Stifel Nicolaus Europe Limited ("Stifel") which is authorised and regulated in the UK by the FCA, is acting as financial adviser and nominated adviser exclusively for Electra in connection with the proposed move of its listing to AIM following the demerger of Hostmore (the "Listing Move") and for no one else in connection with the Listing Move or any other matters described in this announcement and will not regard any other person as a client in connection with the Listing Move or any other matters described in this announcement or be responsible to anyone other than Electra for providing the protections afforded to clients of Stifel nor for providing advice in connection with the Listing Move or any other matters referred to in this announcement.  Apart from the responsibilities and liabilities, if any, which may be imposed on Stifel by the Financial Services and Markets Act 2000 or the regulatory regime established thereunder, neither Stifel nor any of its affiliates, directors, officers or employees owes or accepts any duty, liability or responsibility whatsoever (whether direct or indirect, consequential, whether in contract, in tort, in delict, under statute or otherwise) to any person who is not a client of Stifle for the contents of this announcement or its accuracy, completeness or verification or for any other statement made or purported to be made by it, or on its behalf, or by any other person(s) in connection with the Listing Move, this announcement, any statement contained herein, or otherwise.

 

Certain statements made in this announcement are forward-looking statements and by their nature, all such forward-looking statements involve risk and uncertainty.
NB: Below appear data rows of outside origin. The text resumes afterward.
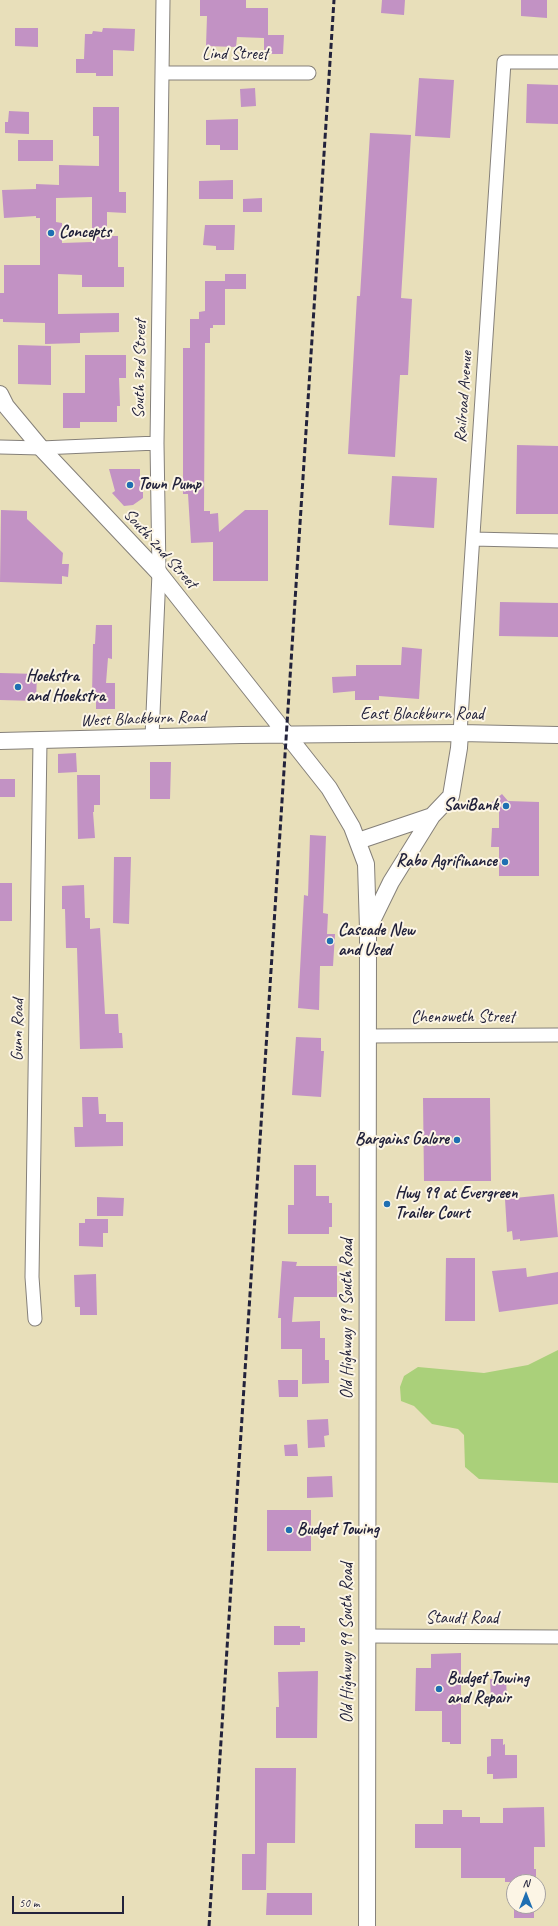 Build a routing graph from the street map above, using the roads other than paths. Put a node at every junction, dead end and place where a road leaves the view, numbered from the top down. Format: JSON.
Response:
{"nodes":[{"id":1,"x":162,"y":0,"type":"edge"},
{"id":2,"x":558,"y":62,"type":"edge"},
{"id":3,"x":162,"y":73,"type":"junction"},
{"id":4,"x":309,"y":74,"type":"dead end"},
{"id":5,"x":0,"y":394,"type":"edge"},
{"id":6,"x":157,"y":443,"type":"junction"},
{"id":7,"x":0,"y":447,"type":"edge"},
{"id":8,"x":41,"y":448,"type":"junction"},
{"id":9,"x":473,"y":539,"type":"junction"},
{"id":10,"x":558,"y":541,"type":"edge"},
{"id":11,"x":159,"y":573,"type":"junction"},
{"id":12,"x":460,"y":733,"type":"junction"},
{"id":13,"x":287,"y":735,"type":"junction"},
{"id":14,"x":558,"y":735,"type":"edge"},
{"id":15,"x":152,"y":737,"type":"junction"},
{"id":16,"x":0,"y":741,"type":"edge"},
{"id":17,"x":40,"y":741,"type":"junction"},
{"id":18,"x":432,"y":816,"type":"junction"},
{"id":19,"x":358,"y":841,"type":"junction"},
{"id":20,"x":368,"y":929,"type":"junction"},
{"id":21,"x":558,"y":1035,"type":"edge"},
{"id":22,"x":368,"y":1036,"type":"junction"},
{"id":23,"x":35,"y":1319,"type":"dead end"},
{"id":24,"x":366,"y":1636,"type":"junction"},
{"id":25,"x":558,"y":1637,"type":"edge"},
{"id":26,"x":367,"y":1926,"type":"edge"}],
"edges":[{"from":1,"to":3,"type":"street","name":"South 3rd Street"},
{"from":2,"to":9,"type":"street","name":"Railroad Avenue"},
{"from":3,"to":4,"type":"street","name":"Lind Street"},
{"from":3,"to":6,"type":"street","name":"South 3rd Street"},
{"from":5,"to":8,"type":"street","name":"South 2nd Street"},
{"from":6,"to":8,"type":"street"},
{"from":6,"to":11,"type":"street","name":"South 3rd Street"},
{"from":7,"to":8,"type":"street"},
{"from":8,"to":11,"type":"street","name":"South 2nd Street"},
{"from":9,"to":10,"type":"street"},
{"from":9,"to":12,"type":"street","name":"Railroad Avenue"},
{"from":11,"to":13,"type":"street","name":"South 2nd Street"},
{"from":11,"to":15,"type":"street","name":"South 3rd Street"},
{"from":12,"to":13,"type":"street","name":"East Blackburn Road"},
{"from":12,"to":14,"type":"street","name":"East Blackburn Road"},
{"from":12,"to":18,"type":"street"},
{"from":13,"to":15,"type":"street","name":"West Blackburn Road"},
{"from":13,"to":19,"type":"street","name":"Old Highway 99 South Road"},
{"from":15,"to":17,"type":"street","name":"West Blackburn Road"},
{"from":16,"to":17,"type":"street","name":"West Blackburn Road"},
{"from":17,"to":23,"type":"street","name":"Gunn Road"},
{"from":18,"to":19,"type":"street"},
{"from":18,"to":20,"type":"street"},
{"from":19,"to":20,"type":"street","name":"Old Highway 99 South Road"},
{"from":20,"to":22,"type":"street","name":"Old Highway 99 South Road"},
{"from":21,"to":22,"type":"street","name":"Chenoweth Street"},
{"from":22,"to":24,"type":"street","name":"Old Highway 99 South Road"},
{"from":24,"to":25,"type":"street","name":"Staudt Road"},
{"from":24,"to":26,"type":"street","name":"Old Highway 99 South Road"}]}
Forward-looking statements include all matters that are not historical facts and often use words such as "expects", "may", "will", "could", "should", "intends", "plans", "predicts", "envisages" or "anticipates" or other words of similar meaning. These forward-looking statements are based on current beliefs and expectations based on information that is known to Electra at the date of this announcement.  Actual results of the Electra Group (being Electra and its subsidiary undertakings from time to time), and/or their respective industries may differ from those expressed or implied in the forward-looking statements as a result of any number of known and unknown risks, uncertainties and other factors, including, but not limited to, the effects of the COVID-19 pandemic and uncertainties about its impact and duration, many of which are difficult to predict and are generally beyond the control of Electra. Persons receiving this announcement should not place undue reliance on any forward-looking statements. Unless otherwise required by applicable law or regulation Electra and its advisers (including HSBC, Numis and Stifel) disclaims any obligation or undertaking to update or revise any forward-looking statements, whether as a result of new information, future events or otherwise.